### Stored data
[Start of section]

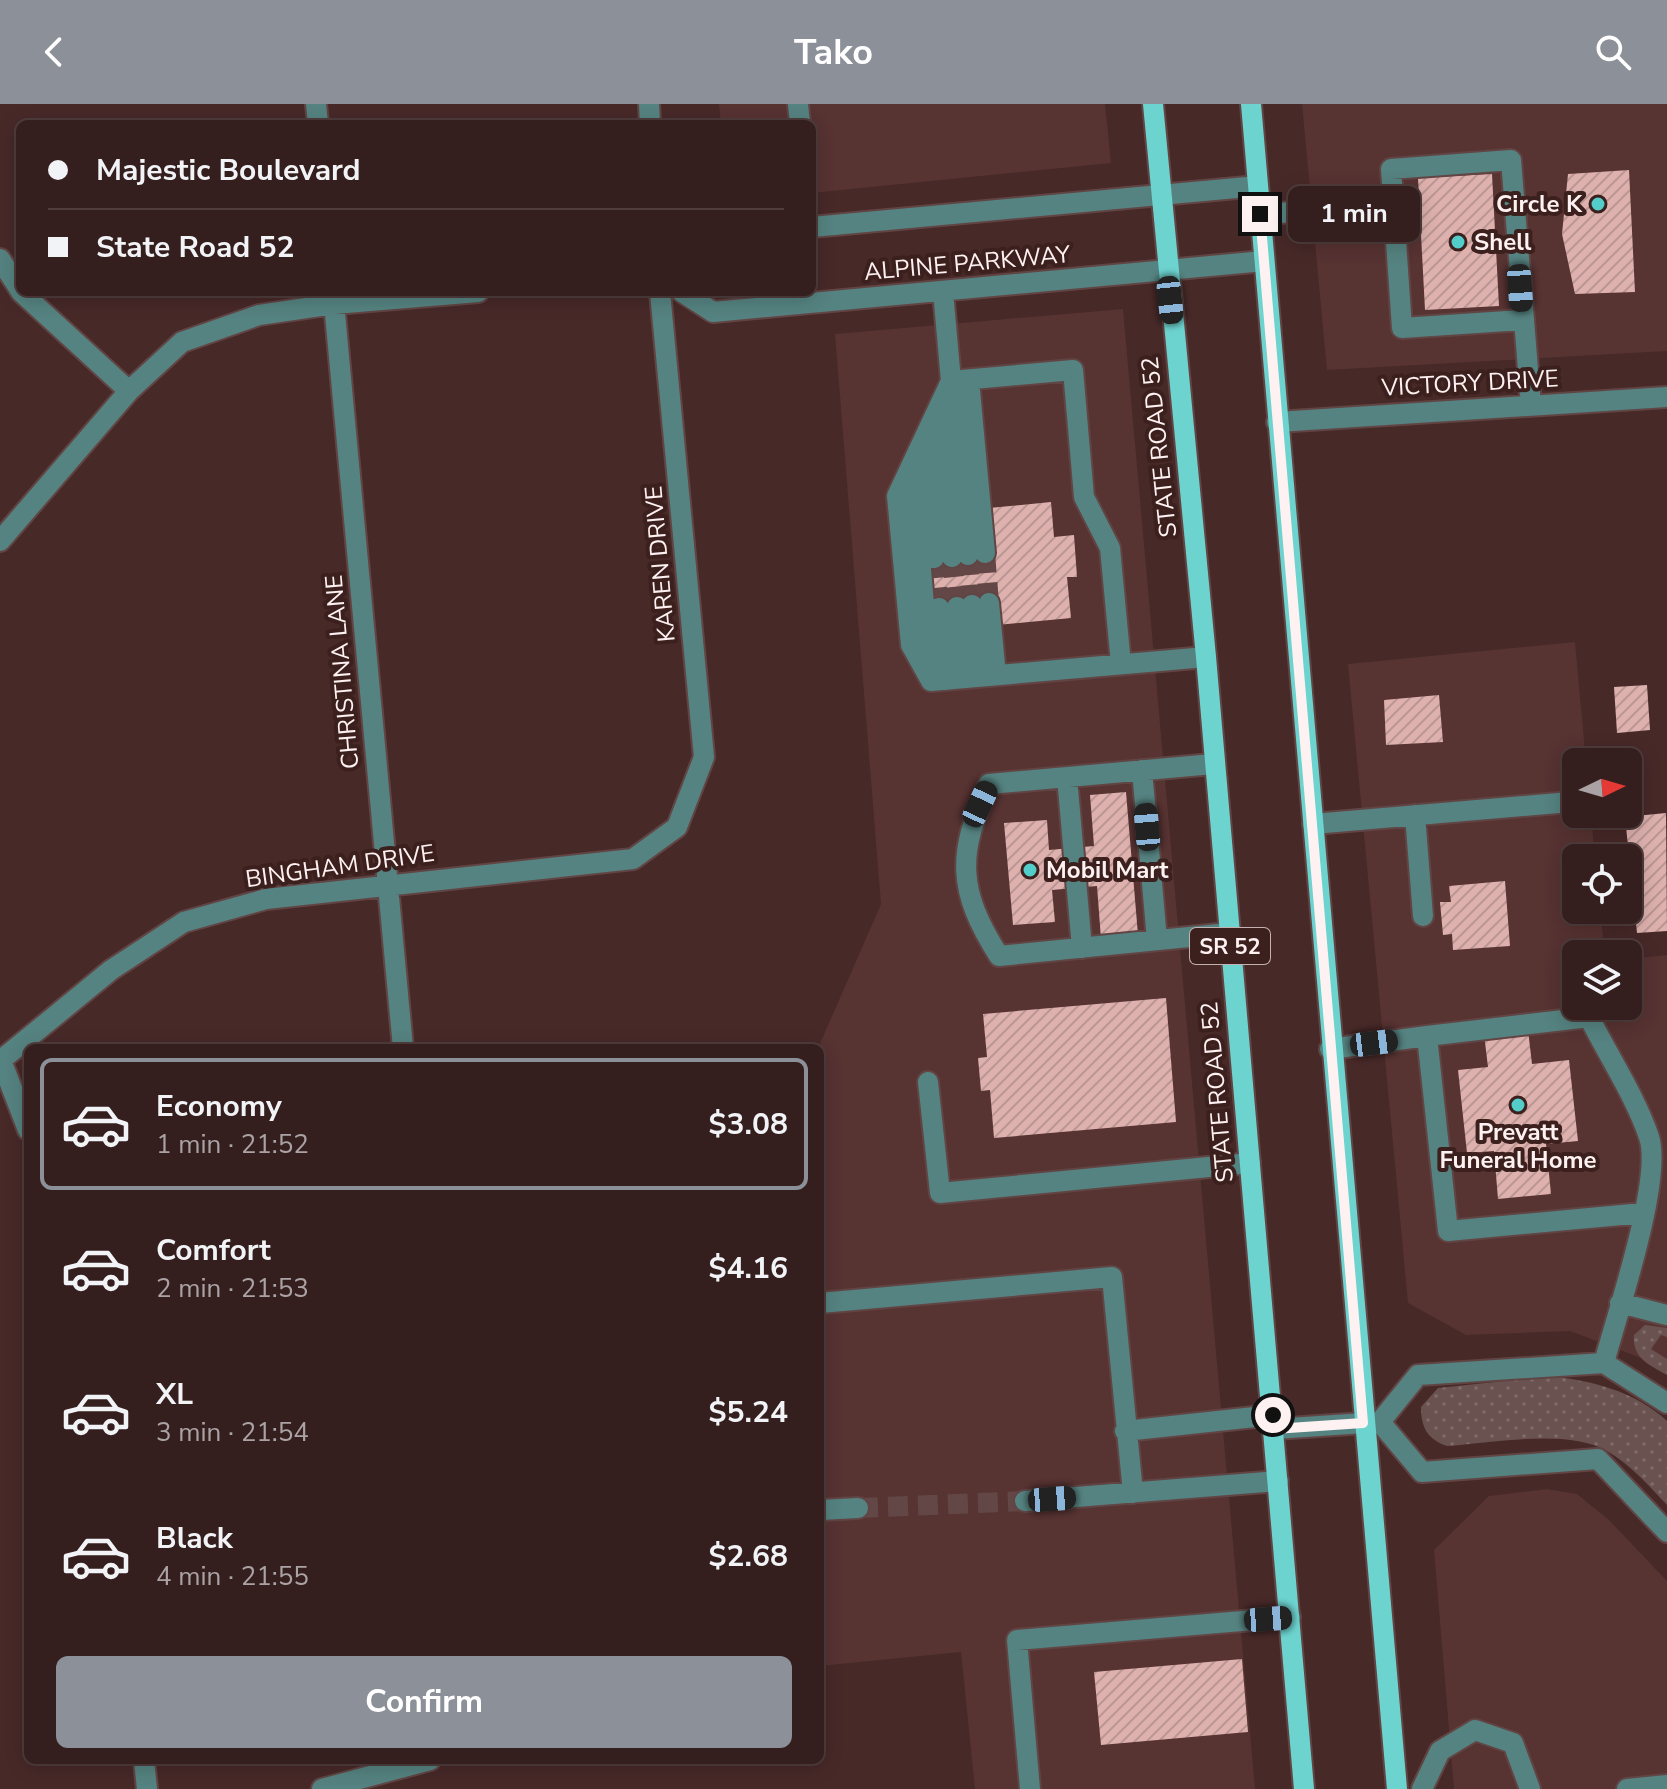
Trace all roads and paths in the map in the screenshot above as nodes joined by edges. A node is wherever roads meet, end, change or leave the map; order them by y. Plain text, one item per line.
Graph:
1 (1153, 104) edge
2 (1251, 104) edge
3 (1258, 186) junction
4 (1161, 195) junction
5 (1393, 206) junction
6 (1260, 214) junction
7 (816, 227) edge
8 (0, 259) edge
9 (1264, 261) junction
10 (1167, 270) junction
11 (16, 285) edge
12 (943, 291) junction
13 (25, 296) edge
14 (381, 296) edge
15 (660, 296) edge
16 (688, 296) edge
17 (333, 298) edge
18 (1522, 320) junction
19 (960, 380) junction
20 (129, 391) junction
21 (1667, 397) edge
22 (1531, 406) junction
23 (939, 407) junction
24 (1277, 422) junction
25 (924, 439) junction
26 (0, 541) edge
27 (960, 556) junction
28 (1206, 657) junction
29 (1121, 664) junction
30 (963, 678) junction
31 (1213, 764) junction
32 (1142, 770) junction
33 (1067, 777) junction
34 (1562, 803) edge
35 (1415, 815) junction
36 (1313, 824) junction
37 (677, 827) joint
38 (388, 883) junction
39 (1423, 916) dead end
40 (1229, 933) junction
41 (1157, 940) junction
42 (1082, 948) junction
43 (1427, 1036) junction
44 (403, 1044) edge
45 (1330, 1049) junction
46 (0, 1060) edge
47 (928, 1082) dead end
48 (24, 1120) edge
49 (1250, 1163) junction
50 (1643, 1213) junction
51 (824, 1303) edge
52 (1620, 1303) junction
53 (1667, 1315) edge
54 (1604, 1363) junction
55 (1667, 1403) edge
56 (1274, 1422) junction
57 (1372, 1422) junction
58 (1125, 1431) junction
59 (1278, 1481) junction
60 (1133, 1493) junction
61 (1025, 1501) tunnel mouth
62 (858, 1508) tunnel mouth
63 (824, 1510) edge
64 (1667, 1532) edge
65 (1290, 1617) junction
66 (1301, 1750) junction
67 (144, 1764) edge
68 (415, 1764) edge
69 (1667, 1785) edge
70 (147, 1789) edge
71 (322, 1789) edge
72 (1030, 1789) edge
73 (1304, 1789) edge
74 (1311, 1789) edge
75 (1397, 1789) edge
76 (1422, 1789) edge
77 (1530, 1789) edge
78 (1627, 1789) edge

1 - 4 main road, STATE ROAD 52 / SR 52
2 - 3 main road
3 - 4 street, ALPINE PARKWAY
3 - 6 main road
4 - 7 street, ALPINE PARKWAY
4 - 10 main road, STATE ROAD 52 / SR 52
5 - 6 street
5 - 18 street
5 - 18 street
6 - 9 main road
8 - 11 street
9 - 10 street, ALPINE PARKWAY
9 - 24 main road
10 - 12 street, ALPINE PARKWAY
10 - 28 main road, STATE ROAD 52 / SR 52
12 - 16 street, ALPINE PARKWAY
12 - 19 street
13 - 20 street
14 - 17 street
15 - 37 street, KAREN DRIVE
17 - 20 street
17 - 38 street, CHRISTINA LANE
18 - 22 street
19 - 23 street
19 - 27 street
19 - 29 street
20 - 26 street
21 - 22 street, VICTORY DRIVE
22 - 24 street, VICTORY DRIVE
23 - 25 street
23 - 27 street
24 - 36 main road
25 - 27 street
25 - 30 street
28 - 29 street
28 - 31 main road, STATE ROAD 52 / SR 52
29 - 30 street
30 - 30 street
31 - 32 street
31 - 40 main road, STATE ROAD 52 / SR 52
32 - 33 street
32 - 41 street
33 - 42 street
33 - 42 street
34 - 35 street
35 - 36 street
35 - 39 street
36 - 45 main road
37 - 38 street, BINGHAM DRIVE
38 - 44 street, CHRISTINA LANE
38 - 46 street, BINGHAM DRIVE
40 - 41 street
40 - 49 main road, STATE ROAD 52 / SR 52
41 - 42 street
43 - 45 street
43 - 50 street
43 - 50 street
45 - 57 main road
46 - 48 street
47 - 49 street
49 - 56 main road, STATE ROAD 52 / SR 52
50 - 52 street
51 - 58 street
52 - 53 street
52 - 54 street
54 - 55 street
54 - 57 street
56 - 57 street
56 - 58 street
56 - 59 main road, STATE ROAD 52 / SR 52
57 - 64 street
57 - 75 main road
58 - 60 street
59 - 60 street
59 - 65 main road, STATE ROAD 52 / SR 52
60 - 61 street
62 - 63 street
65 - 66 main road, STATE ROAD 52 / SR 52
65 - 72 street
66 - 73 main road, STATE ROAD 52 / SR 52
66 - 74 main road
67 - 70 street
68 - 71 street
69 - 78 street
76 - 77 street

[End of section]

### Task brief
Leave out the pictures, and write out all the remaining data above exactly.

### Task output
Trace all roads and paths in the map in the screenshot above as nodes joined by edges. A node is wherever roads meet, end, change or leave the map; order them by y. Plain text, one item per line.
Graph:
1 (1153, 104) edge
2 (1251, 104) edge
3 (1258, 186) junction
4 (1161, 195) junction
5 (1393, 206) junction
6 (1260, 214) junction
7 (816, 227) edge
8 (0, 259) edge
9 (1264, 261) junction
10 (1167, 270) junction
11 (16, 285) edge
12 (943, 291) junction
13 (25, 296) edge
14 (381, 296) edge
15 (660, 296) edge
16 (688, 296) edge
17 (333, 298) edge
18 (1522, 320) junction
19 (960, 380) junction
20 (129, 391) junction
21 (1667, 397) edge
22 (1531, 406) junction
23 (939, 407) junction
24 (1277, 422) junction
25 (924, 439) junction
26 (0, 541) edge
27 (960, 556) junction
28 (1206, 657) junction
29 (1121, 664) junction
30 (963, 678) junction
31 (1213, 764) junction
32 (1142, 770) junction
33 (1067, 777) junction
34 (1562, 803) edge
35 (1415, 815) junction
36 (1313, 824) junction
37 (677, 827) joint
38 (388, 883) junction
39 (1423, 916) dead end
40 (1229, 933) junction
41 (1157, 940) junction
42 (1082, 948) junction
43 (1427, 1036) junction
44 (403, 1044) edge
45 (1330, 1049) junction
46 (0, 1060) edge
47 (928, 1082) dead end
48 (24, 1120) edge
49 (1250, 1163) junction
50 (1643, 1213) junction
51 (824, 1303) edge
52 (1620, 1303) junction
53 (1667, 1315) edge
54 (1604, 1363) junction
55 (1667, 1403) edge
56 (1274, 1422) junction
57 (1372, 1422) junction
58 (1125, 1431) junction
59 (1278, 1481) junction
60 (1133, 1493) junction
61 (1025, 1501) tunnel mouth
62 (858, 1508) tunnel mouth
63 (824, 1510) edge
64 (1667, 1532) edge
65 (1290, 1617) junction
66 (1301, 1750) junction
67 (144, 1764) edge
68 (415, 1764) edge
69 (1667, 1785) edge
70 (147, 1789) edge
71 (322, 1789) edge
72 (1030, 1789) edge
73 (1304, 1789) edge
74 (1311, 1789) edge
75 (1397, 1789) edge
76 (1422, 1789) edge
77 (1530, 1789) edge
78 (1627, 1789) edge

1 - 4 main road, STATE ROAD 52 / SR 52
2 - 3 main road
3 - 4 street, ALPINE PARKWAY
3 - 6 main road
4 - 7 street, ALPINE PARKWAY
4 - 10 main road, STATE ROAD 52 / SR 52
5 - 6 street
5 - 18 street
5 - 18 street
6 - 9 main road
8 - 11 street
9 - 10 street, ALPINE PARKWAY
9 - 24 main road
10 - 12 street, ALPINE PARKWAY
10 - 28 main road, STATE ROAD 52 / SR 52
12 - 16 street, ALPINE PARKWAY
12 - 19 street
13 - 20 street
14 - 17 street
15 - 37 street, KAREN DRIVE
17 - 20 street
17 - 38 street, CHRISTINA LANE
18 - 22 street
19 - 23 street
19 - 27 street
19 - 29 street
20 - 26 street
21 - 22 street, VICTORY DRIVE
22 - 24 street, VICTORY DRIVE
23 - 25 street
23 - 27 street
24 - 36 main road
25 - 27 street
25 - 30 street
28 - 29 street
28 - 31 main road, STATE ROAD 52 / SR 52
29 - 30 street
30 - 30 street
31 - 32 street
31 - 40 main road, STATE ROAD 52 / SR 52
32 - 33 street
32 - 41 street
33 - 42 street
33 - 42 street
34 - 35 street
35 - 36 street
35 - 39 street
36 - 45 main road
37 - 38 street, BINGHAM DRIVE
38 - 44 street, CHRISTINA LANE
38 - 46 street, BINGHAM DRIVE
40 - 41 street
40 - 49 main road, STATE ROAD 52 / SR 52
41 - 42 street
43 - 45 street
43 - 50 street
43 - 50 street
45 - 57 main road
46 - 48 street
47 - 49 street
49 - 56 main road, STATE ROAD 52 / SR 52
50 - 52 street
51 - 58 street
52 - 53 street
52 - 54 street
54 - 55 street
54 - 57 street
56 - 57 street
56 - 58 street
56 - 59 main road, STATE ROAD 52 / SR 52
57 - 64 street
57 - 75 main road
58 - 60 street
59 - 60 street
59 - 65 main road, STATE ROAD 52 / SR 52
60 - 61 street
62 - 63 street
65 - 66 main road, STATE ROAD 52 / SR 52
65 - 72 street
66 - 73 main road, STATE ROAD 52 / SR 52
66 - 74 main road
67 - 70 street
68 - 71 street
69 - 78 street
76 - 77 street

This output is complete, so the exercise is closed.